Le coût de la vie constitue un élément central de la frustration populaire. Kamguia a cité l'exemple éloquent du prix des légumes : la tomate, autrefois produit de consommation courante, atteint régulièrement 14 000 à 15 000 francs CFA, rarement inférieure à 10 000 francs même en période de baisse. L'oignon et l'ail suivent une trajectoire similaire. Pour ce que l'on appelle le « panier de la ménagère », la situation s'est détériorée progressivement, tandis que le pouvoir d'achat des Camerounais s'érode.

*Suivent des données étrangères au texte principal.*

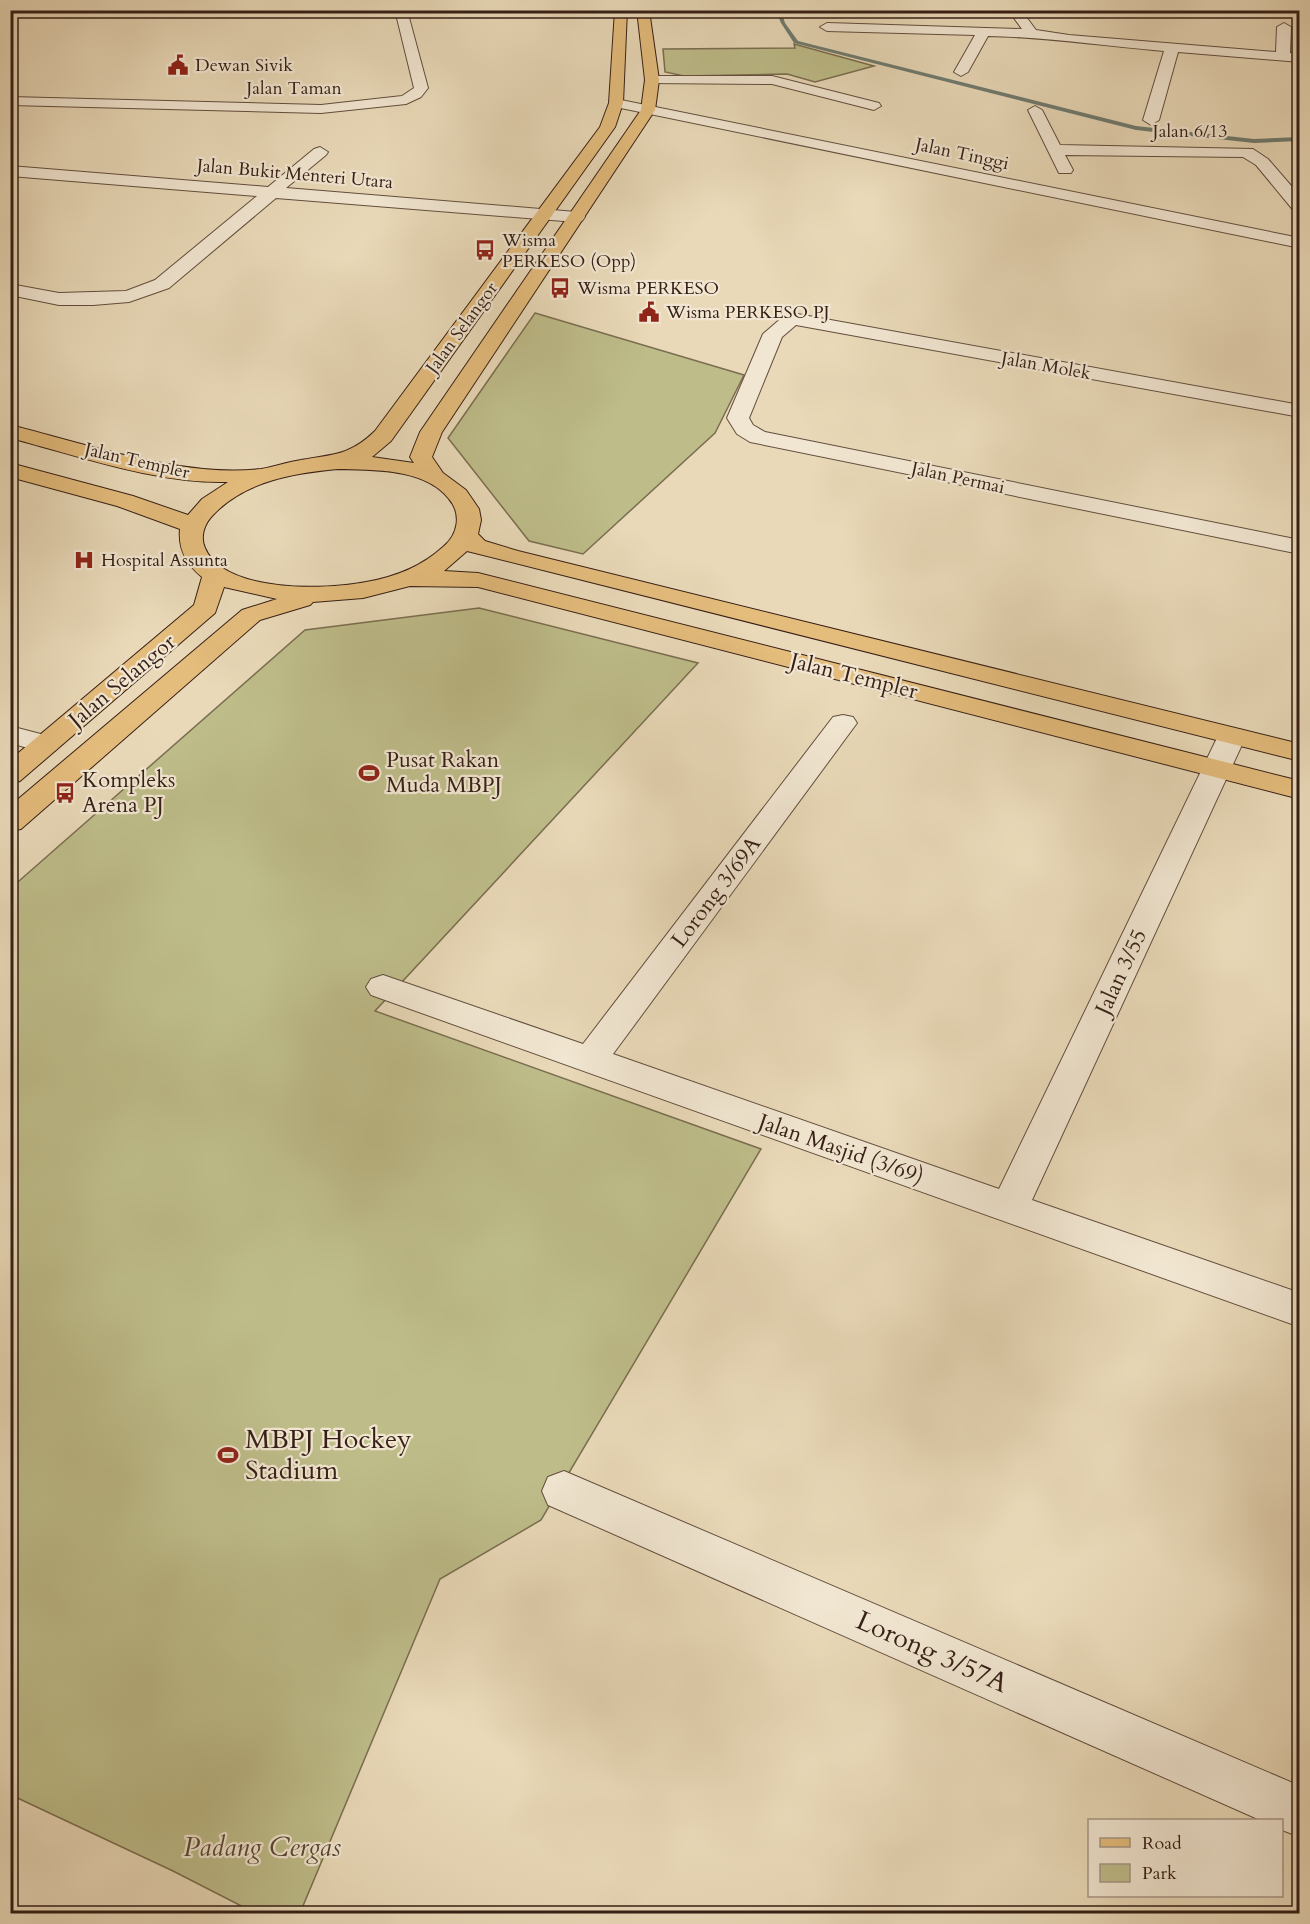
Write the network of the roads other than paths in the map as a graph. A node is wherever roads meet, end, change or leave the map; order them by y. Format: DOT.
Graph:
graph roads {
  1 [pos="401,10"];
  2 [pos="621,10"];
  3 [pos="643,10"];
  4 [pos="1014,10"];
  5 [pos="826,27"];
  6 [pos="1284,27"];
  7 [pos="983,32"];
  8 [pos="1032,33"];
  9 [pos="1172,48"];
  10 [pos="1283,57"];
  11 [pos="1299,58"];
  12 [pos="961,72"];
  13 [pos="652,80"];
  14 [pos="10,101"];
  15 [pos="616,103"];
  16 [pos="874,106"];
  17 [pos="648,110"];
  18 [pos="1035,111"];
  19 [pos="1151,120"];
  20 [pos="1055,150"];
  21 [pos="320,152"];
  22 [pos="10,171"];
  23 [pos="1069,177"];
  24 [pos="271,192"];
  25 [pos="1299,207"];
  26 [pos="544,214"];
  27 [pos="576,217"];
  28 [pos="1299,243"];
  29 [pos="10,289"];
  30 [pos="792,319"];
  31 [pos="1299,411"];
  32 [pos="10,431"];
  33 [pos="338,462"];
  34 [pos="10,470"];
  35 [pos="266,475"];
  36 [pos="434,477"];
  37 [pos="192,525"];
  38 [pos="466,535"];
  39 [pos="1299,548"];
  40 [pos="215,574"];
  41 [pos="406,579"];
  42 [pos="317,595"];
  43 [pos="843,723"];
  44 [pos="10,734"];
  45 [pos="1232,736"];
  46 [pos="46,744"];
  47 [pos="1299,753"];
  48 [pos="1217,769"];
  49 [pos="10,775"];
  50 [pos="1299,790"];
  51 [pos="10,822"];
  52 [pos="383,987"];
  53 [pos="589,1061"];
  54 [pos="1009,1208"];
  55 [pos="1299,1310"];
  56 [pos="564,1491"];
  57 [pos="1299,1812"];
  1 -- 14 [label="street, Jalan Taman"];
  2 -- 15 [label="main road, Jalan Selangor"];
  3 -- 13 [label="main road, Jalan Selangor"];
  4 -- 8 [label="street"];
  5 -- 7 [label="street"];
  6 -- 10 [label="street"];
  7 -- 8 [label="street"];
  7 -- 12 [label="street"];
  8 -- 9 [label="street"];
  9 -- 10 [label="street"];
  9 -- 19 [label="street"];
  10 -- 11 [label="street"];
  13 -- 16 [label="street"];
  13 -- 17 [label="main road, Jalan Selangor"];
  15 -- 17 [label="street, Jalan Tinggi"];
  15 -- 26 [label="main road, Jalan Selangor"];
  17 -- 27 [label="main road, Jalan Selangor"];
  17 -- 28 [label="street, Jalan Tinggi"];
  18 -- 20 [label="street"];
  20 -- 23 [label="street"];
  20 -- 25 [label="street, Jalan 6/13"];
  21 -- 24 [label="street"];
  22 -- 24 [label="street, Jalan Bukit Menteri Utara"];
  24 -- 26 [label="street, Jalan Bukit Menteri Utara"];
  24 -- 29 [label="street"];
  26 -- 27 [label="street, Jalan Bukit Menteri Utara"];
  26 -- 33 [label="main road, Jalan Selangor"];
  27 -- 36 [label="main road, Jalan Selangor"];
  30 -- 31 [label="street, Jalan Molek"];
  30 -- 39 [label="street, Jalan Permai"];
  32 -- 35 [label="main road, Jalan Templer"];
  33 -- 35 [label="main road"];
  33 -- 36 [label="main road"];
  34 -- 37 [label="main road, Jalan Templer"];
  35 -- 37 [label="main road"];
  36 -- 38 [label="main road"];
  37 -- 40 [label="main road"];
  38 -- 41 [label="main road"];
  38 -- 45 [label="main road, Jalan Templer"];
  40 -- 42 [label="main road"];
  40 -- 46 [label="main road, Jalan Selangor"];
  41 -- 42 [label="main road"];
  41 -- 48 [label="main road, Jalan Templer"];
  42 -- 51 [label="main road, Jalan Selangor"];
  43 -- 53 [label="street, Lorong 3/69A"];
  44 -- 46 [label="street"];
  45 -- 47 [label="main road, Jalan Templer"];
  45 -- 48 [label="street, Jalan 3/55"];
  46 -- 49 [label="main road, Jalan Selangor"];
  48 -- 50 [label="main road, Jalan Templer"];
  48 -- 54 [label="street, Jalan 3/55"];
  52 -- 53 [label="street, Jalan Masjid (3/69)"];
  53 -- 54 [label="street, Jalan Masjid (3/69)"];
  54 -- 55 [label="street, Jalan Masjid (3/69)"];
  56 -- 57 [label="street, Lorong 3/57A"];
}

Au-delà des produits alimentaires, les problèmes structurels d'eau et d'électricité demeurent chroniques. Malgré les promesses gouvernementales répétées, les ménages, les industries et les entreprises souffrent d'une absence de régularité et de permanence dans l'approvisionnement. Une situation qui contraste fortement avec les discours officiels vantant les investissements dans les infrastructures énergétiques.


Sur le front des infrastructures routières, Kamguia a pointé des lacunes majeures, en particulier dans les régions économiquement importantes. À Douala, métropole économique du Cameroun, la pénétrante Est-Ouest — axe stratégique de désenclavement — n'a pas bénéficié de la mobilisation gouvernementale attendue. Les travaux progressent lentement, « beaucoup trop lentement » selon l'analyste, et même dans les localités où des chantiers ont débuté, la qualité des réalisations n'est pas à la hauteur des attentes des populations.


La situation s'aggrave dans les régions septentrionales. Au Nord, à l'Extrême-Nord et à Maroua en particulier, les routes nationales sont dans un état tel que les trajets s'allongent considérablement. L'axe Maroua-Kousseri, par exemple, demande le même temps de trajet que par le passé, sans amélioration palpable. Cette stagnation, selon Kamguia, n'est « pas de nature à rassurer les Camerounais ».

En contextualisant ces problèmes dans l'environnement politique plus large, Kamguia suggère que le gouvernement sortant a accumulé des griefs auprès de l'électorat sans parvenir à les résoudre. Les promesses électorales des années précédentes restent largement inachevées, créant un déficit de crédibilité.
C'est dans ce vide que s'est engouffré Issa Tchiroma Bakary, non nécessairement comme une force politique novatrice, mais comme une échappatoire face à l'insatisfaction généralisée. Un vote d'opposition plutôt qu'un vote d'adhésion.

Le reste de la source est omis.